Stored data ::
= Beginning of Section =
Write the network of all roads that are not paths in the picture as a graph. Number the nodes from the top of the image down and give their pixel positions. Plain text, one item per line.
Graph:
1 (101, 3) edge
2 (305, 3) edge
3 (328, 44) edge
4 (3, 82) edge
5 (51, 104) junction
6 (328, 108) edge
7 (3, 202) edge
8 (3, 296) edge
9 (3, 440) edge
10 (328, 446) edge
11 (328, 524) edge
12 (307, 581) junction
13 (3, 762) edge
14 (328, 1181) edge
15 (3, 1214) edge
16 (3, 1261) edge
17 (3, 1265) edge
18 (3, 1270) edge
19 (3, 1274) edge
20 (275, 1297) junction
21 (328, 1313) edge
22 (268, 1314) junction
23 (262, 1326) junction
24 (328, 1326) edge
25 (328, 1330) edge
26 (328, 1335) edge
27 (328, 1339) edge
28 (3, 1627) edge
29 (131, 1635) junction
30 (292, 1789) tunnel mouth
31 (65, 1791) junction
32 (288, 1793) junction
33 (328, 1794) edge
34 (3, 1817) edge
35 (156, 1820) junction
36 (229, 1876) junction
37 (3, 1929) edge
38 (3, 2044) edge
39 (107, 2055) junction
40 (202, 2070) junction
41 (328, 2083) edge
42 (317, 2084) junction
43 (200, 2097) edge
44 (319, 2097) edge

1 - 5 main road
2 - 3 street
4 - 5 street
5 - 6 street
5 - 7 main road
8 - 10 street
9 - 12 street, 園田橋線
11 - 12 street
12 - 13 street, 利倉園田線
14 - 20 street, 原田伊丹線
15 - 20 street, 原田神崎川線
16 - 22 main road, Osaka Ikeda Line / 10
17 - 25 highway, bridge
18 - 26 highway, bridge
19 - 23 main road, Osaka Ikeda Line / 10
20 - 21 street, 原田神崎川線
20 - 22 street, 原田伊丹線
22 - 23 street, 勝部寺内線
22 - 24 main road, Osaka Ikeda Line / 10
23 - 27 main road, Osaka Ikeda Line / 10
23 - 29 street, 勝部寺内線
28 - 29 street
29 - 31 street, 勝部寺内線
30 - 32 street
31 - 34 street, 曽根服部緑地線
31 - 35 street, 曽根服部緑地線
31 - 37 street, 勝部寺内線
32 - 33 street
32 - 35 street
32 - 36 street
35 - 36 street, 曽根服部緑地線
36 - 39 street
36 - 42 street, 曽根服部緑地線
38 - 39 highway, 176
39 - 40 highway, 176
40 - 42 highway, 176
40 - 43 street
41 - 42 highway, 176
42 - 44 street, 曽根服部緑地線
= End of Section =
WHAT THE TASK ASKS ::
Every entry above must be returned word for word.

TASK SOLUTION ::
Write the network of all roads that are not paths in the picture as a graph. Number the nodes from the top of the image down and give their pixel positions. Plain text, one item per line.
Graph:
1 (101, 3) edge
2 (305, 3) edge
3 (328, 44) edge
4 (3, 82) edge
5 (51, 104) junction
6 (328, 108) edge
7 (3, 202) edge
8 (3, 296) edge
9 (3, 440) edge
10 (328, 446) edge
11 (328, 524) edge
12 (307, 581) junction
13 (3, 762) edge
14 (328, 1181) edge
15 (3, 1214) edge
16 (3, 1261) edge
17 (3, 1265) edge
18 (3, 1270) edge
19 (3, 1274) edge
20 (275, 1297) junction
21 (328, 1313) edge
22 (268, 1314) junction
23 (262, 1326) junction
24 (328, 1326) edge
25 (328, 1330) edge
26 (328, 1335) edge
27 (328, 1339) edge
28 (3, 1627) edge
29 (131, 1635) junction
30 (292, 1789) tunnel mouth
31 (65, 1791) junction
32 (288, 1793) junction
33 (328, 1794) edge
34 (3, 1817) edge
35 (156, 1820) junction
36 (229, 1876) junction
37 (3, 1929) edge
38 (3, 2044) edge
39 (107, 2055) junction
40 (202, 2070) junction
41 (328, 2083) edge
42 (317, 2084) junction
43 (200, 2097) edge
44 (319, 2097) edge

1 - 5 main road
2 - 3 street
4 - 5 street
5 - 6 street
5 - 7 main road
8 - 10 street
9 - 12 street, 園田橋線
11 - 12 street
12 - 13 street, 利倉園田線
14 - 20 street, 原田伊丹線
15 - 20 street, 原田神崎川線
16 - 22 main road, Osaka Ikeda Line / 10
17 - 25 highway, bridge
18 - 26 highway, bridge
19 - 23 main road, Osaka Ikeda Line / 10
20 - 21 street, 原田神崎川線
20 - 22 street, 原田伊丹線
22 - 23 street, 勝部寺内線
22 - 24 main road, Osaka Ikeda Line / 10
23 - 27 main road, Osaka Ikeda Line / 10
23 - 29 street, 勝部寺内線
28 - 29 street
29 - 31 street, 勝部寺内線
30 - 32 street
31 - 34 street, 曽根服部緑地線
31 - 35 street, 曽根服部緑地線
31 - 37 street, 勝部寺内線
32 - 33 street
32 - 35 street
32 - 36 street
35 - 36 street, 曽根服部緑地線
36 - 39 street
36 - 42 street, 曽根服部緑地線
38 - 39 highway, 176
39 - 40 highway, 176
40 - 42 highway, 176
40 - 43 street
41 - 42 highway, 176
42 - 44 street, 曽根服部緑地線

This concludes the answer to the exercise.